The CSI300 index and the Shanghai Composite Index were both down 1.2 percent by midday, reversing the morning's gains. Hong Kong's benchmark Hang Seng index dropped 1.0 percent.
China's consumer inflation eased in May, while producer prices fell for the 38th straight month, raising concerns about growing deflationary pressures as the economy cools.
Although recent weak economic data strengthened the view for more monetary easing, analysts said such expectations had already been fully priced into stock prices.
"There's already ample liquidity in the stock market," said Chen Zhizhong, strategist at China Merchant Securities.
"And monetary easing is no longer a factor in our discussions," he said, adding that investors were more concerned now about a fresh regulatory crackdown on excessive valuations and leverage.
Late on Monday, major brokerage Guotai Junan Securities Co suspended margin financing involving 21 stocks, local media reported, the latest in a string of margin tightening moves by brokerages.
But some investors remained optimistic.
"Looking ahead, the market could experience higher volatility due to regulatory tightening and its psychological impact, but we remain upbeat over the long-term trend of the market," said Wei Fengchun, strategist of Bosera Asset Management Co.
She said that the market was buffeted by monetary easing and deepening reforms in the state sector, advising investors to buy defence, computer, media and telecommunication stocks.
The CSI300 index was at 5,289.37 points by midday, while the SSEC index ended the morning at 5,068.57 points.
The CSI300 banking index retreated after the recent rally, but shares of Bank of China and Bank of Communications remained firm on expectations of imminent reforms to the lenders' shareholding structure.
Most industries fell, with the only bright spot being the IT sector, which was up 0.4 percent, as investors believed the recent sell-off was excessive.

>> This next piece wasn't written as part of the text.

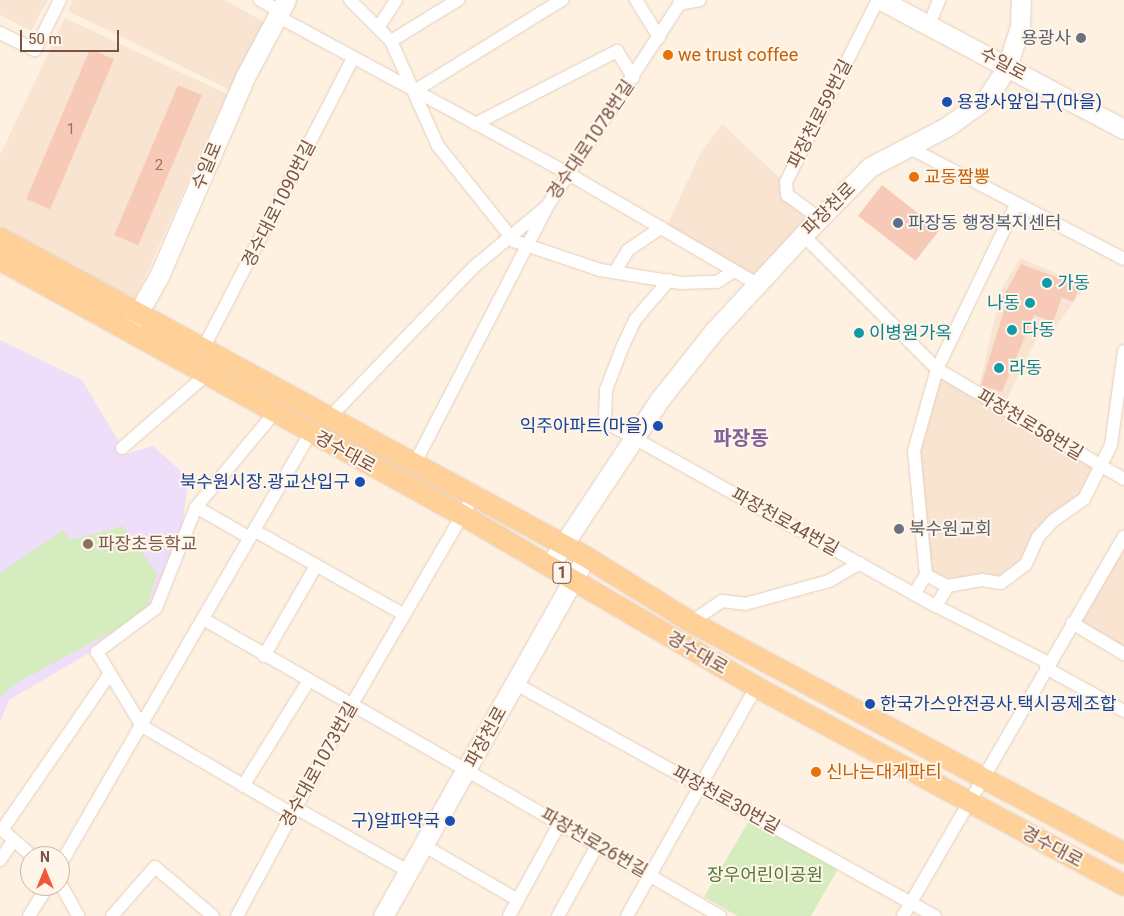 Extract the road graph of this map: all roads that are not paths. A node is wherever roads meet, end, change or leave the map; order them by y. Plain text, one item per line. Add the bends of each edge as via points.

Bright Dairy & Food Co Ltd surged by the 10 percent daily limit, after its shares resumed trading following a three-month suspension.
The Chinese milk producer said it planned to raise up to 9 billion yuan ($1.45 billion) from select investors to buy Israeli food firm Tnuva from its state-owned parent.
The Hang Seng index stood at 27,038.27 points by midday, while the Hong Kong China Enterprises Index lost 1.9 percent, to 13,845.72.